EXERCISE REQUIREMENTS: The number of lines containing the word "paths" is all you should give; count them in the records below.

Segment Start: RECORDS TO PROCESS

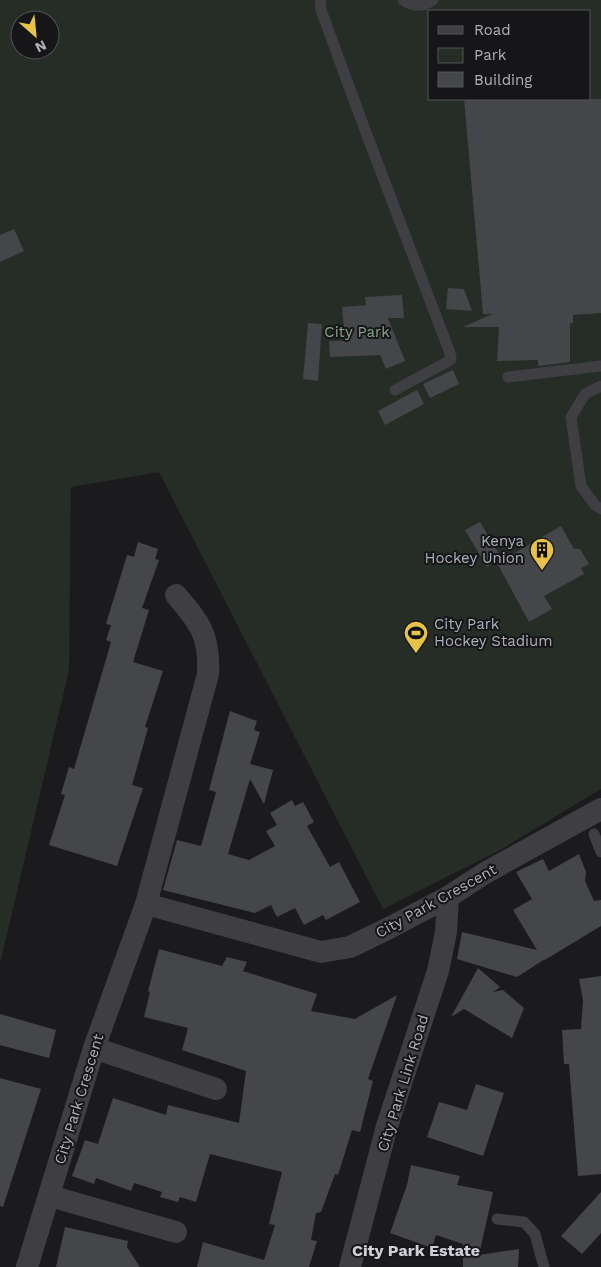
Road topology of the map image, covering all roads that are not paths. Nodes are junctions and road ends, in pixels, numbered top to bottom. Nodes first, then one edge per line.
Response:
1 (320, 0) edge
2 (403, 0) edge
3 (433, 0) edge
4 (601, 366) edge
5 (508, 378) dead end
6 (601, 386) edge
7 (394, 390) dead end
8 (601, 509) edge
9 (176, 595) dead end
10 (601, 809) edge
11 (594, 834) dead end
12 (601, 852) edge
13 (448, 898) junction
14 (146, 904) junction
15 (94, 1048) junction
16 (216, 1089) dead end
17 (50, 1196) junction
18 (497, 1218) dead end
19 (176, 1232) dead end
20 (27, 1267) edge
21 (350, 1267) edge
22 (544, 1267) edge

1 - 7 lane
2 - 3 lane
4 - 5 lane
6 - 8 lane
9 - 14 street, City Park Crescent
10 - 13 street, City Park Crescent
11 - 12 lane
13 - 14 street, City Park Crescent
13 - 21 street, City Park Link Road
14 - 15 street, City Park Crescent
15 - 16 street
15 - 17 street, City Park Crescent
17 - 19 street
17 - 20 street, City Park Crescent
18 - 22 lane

Segment End: RECORDS TO PROCESS
Segment Start: RECORDS TO PROCESS

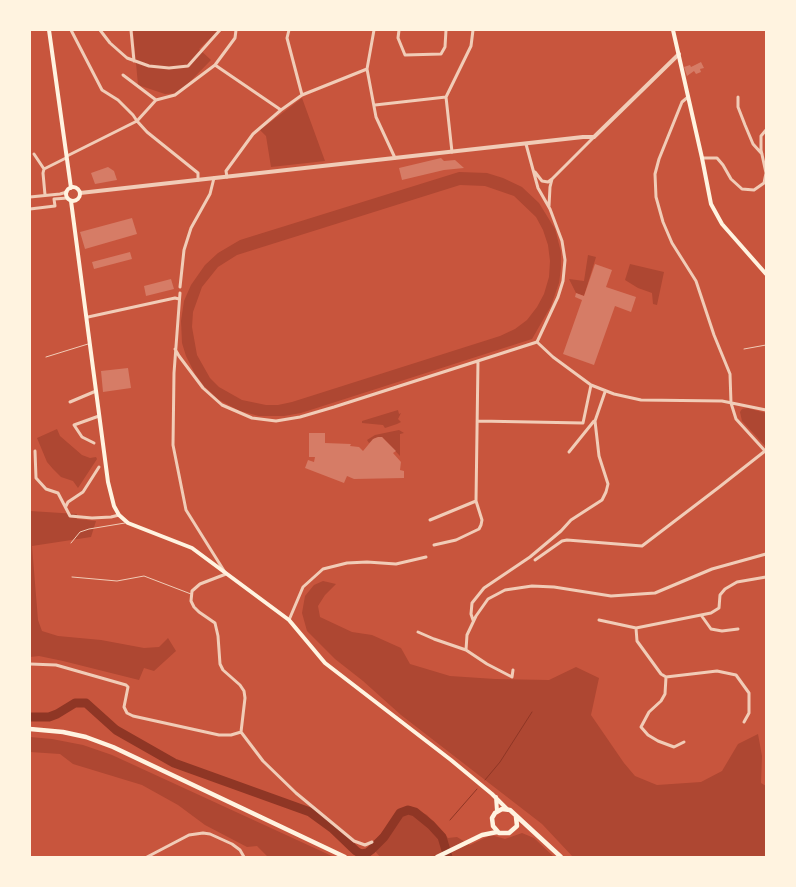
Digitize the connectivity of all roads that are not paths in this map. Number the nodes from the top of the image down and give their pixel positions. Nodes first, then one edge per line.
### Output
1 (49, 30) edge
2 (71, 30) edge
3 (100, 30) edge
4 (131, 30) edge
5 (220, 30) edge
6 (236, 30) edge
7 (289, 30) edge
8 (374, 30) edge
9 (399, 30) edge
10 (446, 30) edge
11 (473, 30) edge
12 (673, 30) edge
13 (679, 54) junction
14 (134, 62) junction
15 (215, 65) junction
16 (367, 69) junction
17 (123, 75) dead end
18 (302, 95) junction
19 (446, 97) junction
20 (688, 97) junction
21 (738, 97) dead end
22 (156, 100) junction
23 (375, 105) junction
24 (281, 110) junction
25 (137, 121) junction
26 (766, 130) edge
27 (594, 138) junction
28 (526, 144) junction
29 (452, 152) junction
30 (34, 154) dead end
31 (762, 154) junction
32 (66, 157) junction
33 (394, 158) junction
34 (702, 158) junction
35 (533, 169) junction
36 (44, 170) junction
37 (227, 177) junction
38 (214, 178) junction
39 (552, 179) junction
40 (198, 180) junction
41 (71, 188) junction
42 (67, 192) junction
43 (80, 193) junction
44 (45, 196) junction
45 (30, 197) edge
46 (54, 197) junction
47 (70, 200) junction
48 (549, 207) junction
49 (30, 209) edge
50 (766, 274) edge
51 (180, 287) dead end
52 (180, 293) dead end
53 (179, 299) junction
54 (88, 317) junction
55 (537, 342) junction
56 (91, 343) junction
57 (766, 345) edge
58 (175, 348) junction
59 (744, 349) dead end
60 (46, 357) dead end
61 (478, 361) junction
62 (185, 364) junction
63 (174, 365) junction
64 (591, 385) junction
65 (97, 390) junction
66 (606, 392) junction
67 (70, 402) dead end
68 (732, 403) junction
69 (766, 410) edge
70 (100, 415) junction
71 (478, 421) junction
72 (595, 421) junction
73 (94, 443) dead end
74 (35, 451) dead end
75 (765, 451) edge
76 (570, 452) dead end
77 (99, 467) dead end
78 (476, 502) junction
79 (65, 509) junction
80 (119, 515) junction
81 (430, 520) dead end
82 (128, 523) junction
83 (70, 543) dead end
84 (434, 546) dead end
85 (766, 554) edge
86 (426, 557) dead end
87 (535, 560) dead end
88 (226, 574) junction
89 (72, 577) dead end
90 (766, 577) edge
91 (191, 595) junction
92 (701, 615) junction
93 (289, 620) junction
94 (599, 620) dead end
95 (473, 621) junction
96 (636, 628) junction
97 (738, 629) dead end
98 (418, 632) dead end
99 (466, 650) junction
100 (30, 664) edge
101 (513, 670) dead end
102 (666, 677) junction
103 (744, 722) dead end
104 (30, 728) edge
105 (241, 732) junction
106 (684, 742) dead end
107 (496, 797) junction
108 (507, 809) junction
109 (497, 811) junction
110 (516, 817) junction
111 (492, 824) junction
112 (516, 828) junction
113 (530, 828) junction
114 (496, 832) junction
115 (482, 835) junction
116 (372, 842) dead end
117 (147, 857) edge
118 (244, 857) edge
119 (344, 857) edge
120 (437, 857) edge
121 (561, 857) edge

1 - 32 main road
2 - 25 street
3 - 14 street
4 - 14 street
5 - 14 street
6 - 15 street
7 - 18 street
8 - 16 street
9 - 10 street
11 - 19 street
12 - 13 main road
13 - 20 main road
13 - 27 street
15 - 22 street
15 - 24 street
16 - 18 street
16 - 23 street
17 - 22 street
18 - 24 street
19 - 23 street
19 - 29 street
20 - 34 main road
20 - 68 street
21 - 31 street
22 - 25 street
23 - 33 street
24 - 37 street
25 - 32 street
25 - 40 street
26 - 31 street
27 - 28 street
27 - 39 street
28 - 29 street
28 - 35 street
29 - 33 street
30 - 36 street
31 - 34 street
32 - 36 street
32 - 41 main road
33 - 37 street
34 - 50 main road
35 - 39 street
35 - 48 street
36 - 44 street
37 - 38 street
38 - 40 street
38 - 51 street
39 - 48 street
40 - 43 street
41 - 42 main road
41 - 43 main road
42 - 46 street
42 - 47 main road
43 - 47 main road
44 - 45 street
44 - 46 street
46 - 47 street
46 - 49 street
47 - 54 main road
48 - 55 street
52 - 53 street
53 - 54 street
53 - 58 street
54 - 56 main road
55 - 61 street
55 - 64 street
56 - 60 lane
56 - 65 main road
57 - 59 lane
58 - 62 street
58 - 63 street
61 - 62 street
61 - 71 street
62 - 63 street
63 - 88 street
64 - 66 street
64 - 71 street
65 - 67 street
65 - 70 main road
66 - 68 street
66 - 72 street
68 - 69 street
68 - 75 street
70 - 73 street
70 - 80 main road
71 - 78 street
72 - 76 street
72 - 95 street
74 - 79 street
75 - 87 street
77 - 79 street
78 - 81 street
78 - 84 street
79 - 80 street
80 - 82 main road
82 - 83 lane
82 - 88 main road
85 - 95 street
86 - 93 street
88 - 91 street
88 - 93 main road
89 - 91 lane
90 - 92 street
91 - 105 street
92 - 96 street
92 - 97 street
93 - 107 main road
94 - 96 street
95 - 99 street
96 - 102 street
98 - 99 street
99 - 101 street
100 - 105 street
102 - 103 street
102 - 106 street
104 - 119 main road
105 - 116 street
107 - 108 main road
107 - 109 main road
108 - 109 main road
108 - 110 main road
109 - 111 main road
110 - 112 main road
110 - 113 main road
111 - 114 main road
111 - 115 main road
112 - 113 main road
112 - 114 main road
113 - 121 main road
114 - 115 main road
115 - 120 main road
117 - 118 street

Segment End: RECORDS TO PROCESS

TASK RESULT: 2